Abu Dhabi on track to operate world’s first city-wide medical drone network

Using drones to transfer and deliver medical supplies is now a step closer to becoming a reality in the United Arab Emirates (UAE) capital. As reported by Rachel McArthur in MobiHealthNews global edition, Abu Dhabi’s Department of Health (DoH) has announced it is in the process of testing an advanced drone network for the healthcare sector in the emirate. Said to be a “first of its kind” project in the Middle East and North Africa (MENA) region, the new network – made up of 40 drone stations – is expected to be established in 2022.

The project aims for drones to safely transfer medical supplies, medicine, blood units, vaccines, and samples between laboratories, pharmacies, blood banks, and healthcare facilities in the city. Phase One of testing has reportedly already been completed, with Phase Two now being run and scheduled to conclude by the end of the year.

And, the UAE is not alone in experimenting with drone delivery in health care. This article highlights other unique global projects utilizing drones in delivering care in countries including India, Nepal, Fiji, Uganda, and Rwanda.

Why it’s important – Since this is a large-scale project, the intention is to help in emergencies and contribute to reducing occupancy rates in healthcare facilities and enhancing the quality of patient outcomes. The Authority added that the network is also expected to reduce carbon dioxide emissions and traffic congestion.


Apple study finds Watch can detect more types of irregular heartbeats

New findings from the Apple Heart Study indicate that Apple Watches can identify irregular heartbeats other than atrial fibrillation arrhythmias. Mallory Hackett published an article in MobiHealthNews global edition highlighting ongoing research at the Stanford University School of Medicine, which has been ongoing since 2017. It has enrolled 419,297 Apple Watch and iPhone owners across the U.S. to study the company’s irregular heart rate-detecting algorithm.
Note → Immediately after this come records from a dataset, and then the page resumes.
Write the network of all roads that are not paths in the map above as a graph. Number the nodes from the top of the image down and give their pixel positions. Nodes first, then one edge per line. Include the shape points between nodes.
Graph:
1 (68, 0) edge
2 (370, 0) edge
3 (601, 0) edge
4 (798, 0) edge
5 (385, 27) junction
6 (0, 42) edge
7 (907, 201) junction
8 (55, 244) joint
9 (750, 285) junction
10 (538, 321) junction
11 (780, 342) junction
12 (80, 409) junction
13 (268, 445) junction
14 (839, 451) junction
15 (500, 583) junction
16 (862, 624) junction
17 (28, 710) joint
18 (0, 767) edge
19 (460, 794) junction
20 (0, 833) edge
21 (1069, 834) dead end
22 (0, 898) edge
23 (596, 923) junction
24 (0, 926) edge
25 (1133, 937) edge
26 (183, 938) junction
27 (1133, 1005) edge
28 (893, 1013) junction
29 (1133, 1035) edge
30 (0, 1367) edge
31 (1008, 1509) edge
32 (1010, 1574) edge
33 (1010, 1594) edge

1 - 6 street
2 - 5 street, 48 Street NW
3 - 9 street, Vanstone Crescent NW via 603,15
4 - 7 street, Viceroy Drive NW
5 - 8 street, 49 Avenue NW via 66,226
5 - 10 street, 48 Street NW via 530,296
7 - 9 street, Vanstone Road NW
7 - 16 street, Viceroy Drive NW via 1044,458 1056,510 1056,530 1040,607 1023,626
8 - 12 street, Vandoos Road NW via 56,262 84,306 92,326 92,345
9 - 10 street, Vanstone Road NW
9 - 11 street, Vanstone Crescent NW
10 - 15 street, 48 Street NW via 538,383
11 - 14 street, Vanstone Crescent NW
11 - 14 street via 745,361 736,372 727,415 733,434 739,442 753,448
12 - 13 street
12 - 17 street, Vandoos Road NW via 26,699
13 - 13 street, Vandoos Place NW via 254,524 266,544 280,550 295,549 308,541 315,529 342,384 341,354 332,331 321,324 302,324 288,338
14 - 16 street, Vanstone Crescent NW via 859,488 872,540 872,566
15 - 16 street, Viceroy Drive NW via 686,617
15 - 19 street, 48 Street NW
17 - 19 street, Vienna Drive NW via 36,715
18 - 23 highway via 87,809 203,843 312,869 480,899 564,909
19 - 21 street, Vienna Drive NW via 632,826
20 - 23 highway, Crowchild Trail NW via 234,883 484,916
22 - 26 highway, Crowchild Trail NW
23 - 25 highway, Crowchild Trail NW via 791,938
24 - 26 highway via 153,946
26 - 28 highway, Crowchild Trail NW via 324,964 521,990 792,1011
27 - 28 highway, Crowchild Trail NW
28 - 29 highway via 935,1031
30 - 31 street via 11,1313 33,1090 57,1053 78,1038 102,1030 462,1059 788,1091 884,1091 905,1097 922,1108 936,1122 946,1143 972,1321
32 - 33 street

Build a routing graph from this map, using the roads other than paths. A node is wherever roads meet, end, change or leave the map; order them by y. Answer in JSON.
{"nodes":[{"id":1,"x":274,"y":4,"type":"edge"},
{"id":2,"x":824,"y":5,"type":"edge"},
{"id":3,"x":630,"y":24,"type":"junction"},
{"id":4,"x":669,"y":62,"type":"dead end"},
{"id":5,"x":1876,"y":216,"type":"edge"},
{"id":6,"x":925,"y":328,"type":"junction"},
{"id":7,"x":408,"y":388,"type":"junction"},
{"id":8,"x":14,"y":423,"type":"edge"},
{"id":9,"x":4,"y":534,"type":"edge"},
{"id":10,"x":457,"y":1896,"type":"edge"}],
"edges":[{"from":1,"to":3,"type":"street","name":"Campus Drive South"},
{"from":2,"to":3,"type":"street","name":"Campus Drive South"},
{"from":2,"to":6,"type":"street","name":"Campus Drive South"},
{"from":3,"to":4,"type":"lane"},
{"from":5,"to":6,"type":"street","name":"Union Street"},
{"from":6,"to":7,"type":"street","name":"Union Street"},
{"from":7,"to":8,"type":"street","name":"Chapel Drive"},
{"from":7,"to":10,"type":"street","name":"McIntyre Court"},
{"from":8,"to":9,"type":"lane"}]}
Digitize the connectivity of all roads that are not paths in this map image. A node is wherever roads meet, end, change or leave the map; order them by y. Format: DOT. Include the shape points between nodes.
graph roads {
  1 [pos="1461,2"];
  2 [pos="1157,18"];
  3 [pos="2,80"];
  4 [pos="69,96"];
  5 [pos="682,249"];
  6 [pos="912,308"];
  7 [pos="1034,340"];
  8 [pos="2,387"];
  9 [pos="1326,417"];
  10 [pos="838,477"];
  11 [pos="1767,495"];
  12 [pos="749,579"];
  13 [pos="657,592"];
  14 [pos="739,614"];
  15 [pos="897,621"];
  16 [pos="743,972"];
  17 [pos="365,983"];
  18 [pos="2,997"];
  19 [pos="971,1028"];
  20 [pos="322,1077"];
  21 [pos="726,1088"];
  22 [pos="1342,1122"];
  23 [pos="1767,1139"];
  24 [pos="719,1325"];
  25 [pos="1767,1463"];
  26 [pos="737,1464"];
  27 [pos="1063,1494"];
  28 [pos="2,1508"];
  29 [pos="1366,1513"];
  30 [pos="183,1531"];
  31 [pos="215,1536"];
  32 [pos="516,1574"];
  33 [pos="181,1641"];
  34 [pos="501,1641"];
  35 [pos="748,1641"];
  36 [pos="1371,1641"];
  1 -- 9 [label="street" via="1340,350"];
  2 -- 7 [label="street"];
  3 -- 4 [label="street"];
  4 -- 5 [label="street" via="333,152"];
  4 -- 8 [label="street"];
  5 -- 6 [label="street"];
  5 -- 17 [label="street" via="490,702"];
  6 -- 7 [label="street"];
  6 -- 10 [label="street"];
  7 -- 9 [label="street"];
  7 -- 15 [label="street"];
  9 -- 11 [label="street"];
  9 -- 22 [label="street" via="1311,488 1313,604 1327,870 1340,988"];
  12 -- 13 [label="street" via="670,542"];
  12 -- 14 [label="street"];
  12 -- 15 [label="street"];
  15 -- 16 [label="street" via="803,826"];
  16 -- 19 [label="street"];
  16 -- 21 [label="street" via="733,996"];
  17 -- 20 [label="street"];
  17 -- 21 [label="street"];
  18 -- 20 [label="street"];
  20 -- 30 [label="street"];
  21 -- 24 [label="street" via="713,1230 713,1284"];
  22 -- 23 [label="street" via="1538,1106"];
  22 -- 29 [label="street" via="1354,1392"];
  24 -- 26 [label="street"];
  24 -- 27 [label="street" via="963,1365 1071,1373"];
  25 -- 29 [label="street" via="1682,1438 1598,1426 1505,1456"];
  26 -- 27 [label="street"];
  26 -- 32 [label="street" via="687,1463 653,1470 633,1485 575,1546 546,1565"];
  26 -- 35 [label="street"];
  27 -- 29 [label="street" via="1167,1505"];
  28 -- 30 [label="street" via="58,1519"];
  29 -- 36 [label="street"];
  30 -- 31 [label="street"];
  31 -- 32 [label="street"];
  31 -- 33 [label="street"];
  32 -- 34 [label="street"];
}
The most common arrhythmias detected were premature atrial contractions, premature ventricular contractions, atrial tachycardia, and nonsustained ventricular tachycardia, according to the study. Additionally, the researchers found that almost a third of participants notified of arrhythmia but didn’t have atrial fibrillation on the subsequent ECG reading were eventually diagnosed with atrial fibrillation later in the study. This signals that the Apple Watch could have detected early signs of atrial fibrillation that the ECG patch missed.

Why it’s important – The researchers say that defining care options for patients with arrhythmias other than atrial fibrillation “is important as AF detection is further investigated, implemented, and refined.” Also, it’s another example of Apple’s continuing efforts in health care research, which includes work in asthma, Women’s health, hearing, and depression.


Scientists reverse pancreatic cancer progression in ‘time machine’ made of human cells

What makes pancreatic cancer so deadly is its covert and quick spread. Now, a “time machine” built by Purdue University engineers has shown a way to reverse the course of cancer before it spreads throughout the pancreas. Purdue University News posted an article on their research}.

“These findings open up the possibility of designing a new gene therapy or drug because now we can convert cancerous cells back into their normal state.”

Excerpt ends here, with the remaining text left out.